• **Your assignment**: Report back each line of the data that contains the word "highway".

[Stored items]
══════════
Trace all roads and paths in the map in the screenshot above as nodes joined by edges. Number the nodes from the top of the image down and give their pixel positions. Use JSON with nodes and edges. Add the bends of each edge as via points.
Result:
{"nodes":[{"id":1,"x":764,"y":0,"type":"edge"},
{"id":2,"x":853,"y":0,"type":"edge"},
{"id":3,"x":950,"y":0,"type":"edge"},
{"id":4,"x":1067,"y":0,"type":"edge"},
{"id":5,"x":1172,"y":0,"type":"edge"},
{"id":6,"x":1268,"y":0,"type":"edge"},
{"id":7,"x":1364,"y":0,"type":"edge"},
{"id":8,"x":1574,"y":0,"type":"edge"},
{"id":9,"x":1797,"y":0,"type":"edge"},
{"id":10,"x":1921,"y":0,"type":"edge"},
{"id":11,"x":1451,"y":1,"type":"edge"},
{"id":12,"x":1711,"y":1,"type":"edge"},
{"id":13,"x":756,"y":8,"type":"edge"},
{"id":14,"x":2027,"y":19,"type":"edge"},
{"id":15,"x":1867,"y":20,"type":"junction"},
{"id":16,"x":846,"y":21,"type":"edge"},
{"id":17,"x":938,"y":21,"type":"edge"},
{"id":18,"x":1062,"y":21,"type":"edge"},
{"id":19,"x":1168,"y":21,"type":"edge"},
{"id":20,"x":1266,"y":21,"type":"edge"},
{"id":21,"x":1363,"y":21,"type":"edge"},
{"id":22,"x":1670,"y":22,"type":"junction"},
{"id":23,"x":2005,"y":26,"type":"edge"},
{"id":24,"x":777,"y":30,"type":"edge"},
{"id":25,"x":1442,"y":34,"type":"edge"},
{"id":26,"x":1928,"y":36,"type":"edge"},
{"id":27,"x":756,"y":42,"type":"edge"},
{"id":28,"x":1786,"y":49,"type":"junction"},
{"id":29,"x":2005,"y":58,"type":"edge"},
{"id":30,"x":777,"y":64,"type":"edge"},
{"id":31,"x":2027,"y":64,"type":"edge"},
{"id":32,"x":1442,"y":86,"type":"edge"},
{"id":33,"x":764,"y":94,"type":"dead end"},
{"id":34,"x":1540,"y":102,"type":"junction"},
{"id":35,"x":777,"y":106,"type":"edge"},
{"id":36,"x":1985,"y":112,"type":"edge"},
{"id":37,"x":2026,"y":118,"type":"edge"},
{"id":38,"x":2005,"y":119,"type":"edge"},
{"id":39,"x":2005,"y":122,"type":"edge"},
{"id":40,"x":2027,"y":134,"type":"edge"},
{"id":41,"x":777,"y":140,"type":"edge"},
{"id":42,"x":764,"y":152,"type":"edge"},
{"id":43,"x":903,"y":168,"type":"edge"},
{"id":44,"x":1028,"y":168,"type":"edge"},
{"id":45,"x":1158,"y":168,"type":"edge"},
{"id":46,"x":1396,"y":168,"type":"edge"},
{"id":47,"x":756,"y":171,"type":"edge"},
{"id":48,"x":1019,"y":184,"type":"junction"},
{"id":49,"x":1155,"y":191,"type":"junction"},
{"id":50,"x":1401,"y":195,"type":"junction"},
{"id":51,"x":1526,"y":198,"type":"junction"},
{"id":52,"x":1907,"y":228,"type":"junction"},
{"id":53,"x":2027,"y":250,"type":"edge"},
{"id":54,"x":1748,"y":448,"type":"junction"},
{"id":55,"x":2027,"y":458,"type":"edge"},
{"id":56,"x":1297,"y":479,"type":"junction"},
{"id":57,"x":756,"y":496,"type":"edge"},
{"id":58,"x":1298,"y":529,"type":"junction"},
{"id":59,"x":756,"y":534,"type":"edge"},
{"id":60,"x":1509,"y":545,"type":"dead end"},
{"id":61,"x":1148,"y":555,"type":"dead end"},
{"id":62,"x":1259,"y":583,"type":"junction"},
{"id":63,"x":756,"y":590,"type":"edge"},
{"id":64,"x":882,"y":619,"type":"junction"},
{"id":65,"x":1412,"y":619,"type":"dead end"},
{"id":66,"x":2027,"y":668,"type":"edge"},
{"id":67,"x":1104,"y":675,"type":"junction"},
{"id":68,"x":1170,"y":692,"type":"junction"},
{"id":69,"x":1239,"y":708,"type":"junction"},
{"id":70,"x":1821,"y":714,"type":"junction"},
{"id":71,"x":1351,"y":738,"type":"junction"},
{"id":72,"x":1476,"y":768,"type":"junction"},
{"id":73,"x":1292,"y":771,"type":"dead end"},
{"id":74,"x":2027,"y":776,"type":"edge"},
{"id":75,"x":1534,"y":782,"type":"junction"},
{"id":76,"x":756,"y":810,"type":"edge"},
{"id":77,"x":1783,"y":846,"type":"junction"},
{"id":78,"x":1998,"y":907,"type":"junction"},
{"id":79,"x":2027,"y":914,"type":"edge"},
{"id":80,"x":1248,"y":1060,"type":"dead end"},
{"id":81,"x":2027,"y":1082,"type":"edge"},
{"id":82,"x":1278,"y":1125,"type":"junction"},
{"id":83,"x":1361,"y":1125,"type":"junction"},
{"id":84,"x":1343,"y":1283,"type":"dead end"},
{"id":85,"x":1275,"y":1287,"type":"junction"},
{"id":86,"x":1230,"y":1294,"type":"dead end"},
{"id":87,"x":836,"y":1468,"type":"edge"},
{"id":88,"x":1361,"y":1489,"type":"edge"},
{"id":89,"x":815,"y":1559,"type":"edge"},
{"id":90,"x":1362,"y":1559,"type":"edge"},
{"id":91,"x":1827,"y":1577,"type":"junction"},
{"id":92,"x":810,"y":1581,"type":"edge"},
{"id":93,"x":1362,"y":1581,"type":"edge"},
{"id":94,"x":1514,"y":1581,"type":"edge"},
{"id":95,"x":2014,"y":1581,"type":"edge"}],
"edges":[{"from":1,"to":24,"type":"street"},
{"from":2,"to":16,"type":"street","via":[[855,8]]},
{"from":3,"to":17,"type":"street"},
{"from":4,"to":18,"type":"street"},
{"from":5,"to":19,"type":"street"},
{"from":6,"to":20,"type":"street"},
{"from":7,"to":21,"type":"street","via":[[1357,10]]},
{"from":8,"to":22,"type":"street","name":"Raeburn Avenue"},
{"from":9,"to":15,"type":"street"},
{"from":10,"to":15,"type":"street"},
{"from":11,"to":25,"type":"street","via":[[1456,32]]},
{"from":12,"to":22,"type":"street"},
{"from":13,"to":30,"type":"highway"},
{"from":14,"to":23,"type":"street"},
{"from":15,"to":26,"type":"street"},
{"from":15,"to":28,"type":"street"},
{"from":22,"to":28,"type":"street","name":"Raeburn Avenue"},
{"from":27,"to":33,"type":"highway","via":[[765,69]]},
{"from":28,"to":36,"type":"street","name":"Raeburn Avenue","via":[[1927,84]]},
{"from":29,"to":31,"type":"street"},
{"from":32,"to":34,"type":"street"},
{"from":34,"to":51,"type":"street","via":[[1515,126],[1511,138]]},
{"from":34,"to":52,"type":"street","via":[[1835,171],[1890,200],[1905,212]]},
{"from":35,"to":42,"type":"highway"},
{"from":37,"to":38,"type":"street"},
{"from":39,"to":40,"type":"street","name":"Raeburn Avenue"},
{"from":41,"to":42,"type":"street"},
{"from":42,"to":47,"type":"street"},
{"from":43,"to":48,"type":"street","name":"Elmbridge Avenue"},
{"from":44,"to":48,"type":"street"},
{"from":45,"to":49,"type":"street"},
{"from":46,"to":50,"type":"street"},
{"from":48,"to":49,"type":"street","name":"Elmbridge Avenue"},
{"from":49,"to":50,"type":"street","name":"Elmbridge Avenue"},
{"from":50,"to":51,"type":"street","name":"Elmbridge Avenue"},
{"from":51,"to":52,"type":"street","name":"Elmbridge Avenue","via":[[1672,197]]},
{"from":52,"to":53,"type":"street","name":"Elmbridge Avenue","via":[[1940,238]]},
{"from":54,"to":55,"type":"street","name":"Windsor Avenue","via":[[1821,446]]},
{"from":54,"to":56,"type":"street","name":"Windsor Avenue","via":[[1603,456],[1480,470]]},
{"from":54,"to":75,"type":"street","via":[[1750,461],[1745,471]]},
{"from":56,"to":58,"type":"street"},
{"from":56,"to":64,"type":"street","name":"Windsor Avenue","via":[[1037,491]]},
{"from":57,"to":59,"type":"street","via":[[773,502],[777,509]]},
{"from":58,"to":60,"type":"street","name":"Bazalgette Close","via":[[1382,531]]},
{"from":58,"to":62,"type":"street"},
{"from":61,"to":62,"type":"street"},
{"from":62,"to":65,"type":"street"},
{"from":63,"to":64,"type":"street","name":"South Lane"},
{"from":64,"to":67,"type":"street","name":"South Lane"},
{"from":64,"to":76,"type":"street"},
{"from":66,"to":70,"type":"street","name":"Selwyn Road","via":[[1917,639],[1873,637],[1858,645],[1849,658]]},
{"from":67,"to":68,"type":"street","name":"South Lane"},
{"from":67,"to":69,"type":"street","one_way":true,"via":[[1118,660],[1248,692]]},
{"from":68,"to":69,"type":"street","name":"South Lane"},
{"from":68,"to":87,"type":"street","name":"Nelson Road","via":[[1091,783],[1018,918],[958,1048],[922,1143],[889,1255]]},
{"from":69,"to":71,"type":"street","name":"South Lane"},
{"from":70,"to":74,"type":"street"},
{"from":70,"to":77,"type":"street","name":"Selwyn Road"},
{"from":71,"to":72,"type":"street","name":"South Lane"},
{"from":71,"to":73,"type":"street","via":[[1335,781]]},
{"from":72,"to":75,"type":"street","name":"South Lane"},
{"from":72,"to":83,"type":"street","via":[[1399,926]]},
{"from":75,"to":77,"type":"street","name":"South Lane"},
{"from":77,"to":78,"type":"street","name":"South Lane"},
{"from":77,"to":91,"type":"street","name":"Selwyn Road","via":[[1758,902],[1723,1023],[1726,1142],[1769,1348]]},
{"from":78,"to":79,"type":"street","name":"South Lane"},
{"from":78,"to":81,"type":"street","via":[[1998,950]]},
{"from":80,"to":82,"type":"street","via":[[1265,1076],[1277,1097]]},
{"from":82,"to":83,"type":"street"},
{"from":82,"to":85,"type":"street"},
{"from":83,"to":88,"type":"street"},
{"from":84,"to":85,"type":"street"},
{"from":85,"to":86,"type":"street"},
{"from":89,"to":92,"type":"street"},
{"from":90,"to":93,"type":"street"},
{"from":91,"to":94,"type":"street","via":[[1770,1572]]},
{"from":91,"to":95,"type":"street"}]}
══════════
• **Task output**:
{"from":13,"to":30,"type":"highway"},
{"from":27,"to":33,"type":"highway","via":[[765,69]]},
{"from":35,"to":42,"type":"highway"},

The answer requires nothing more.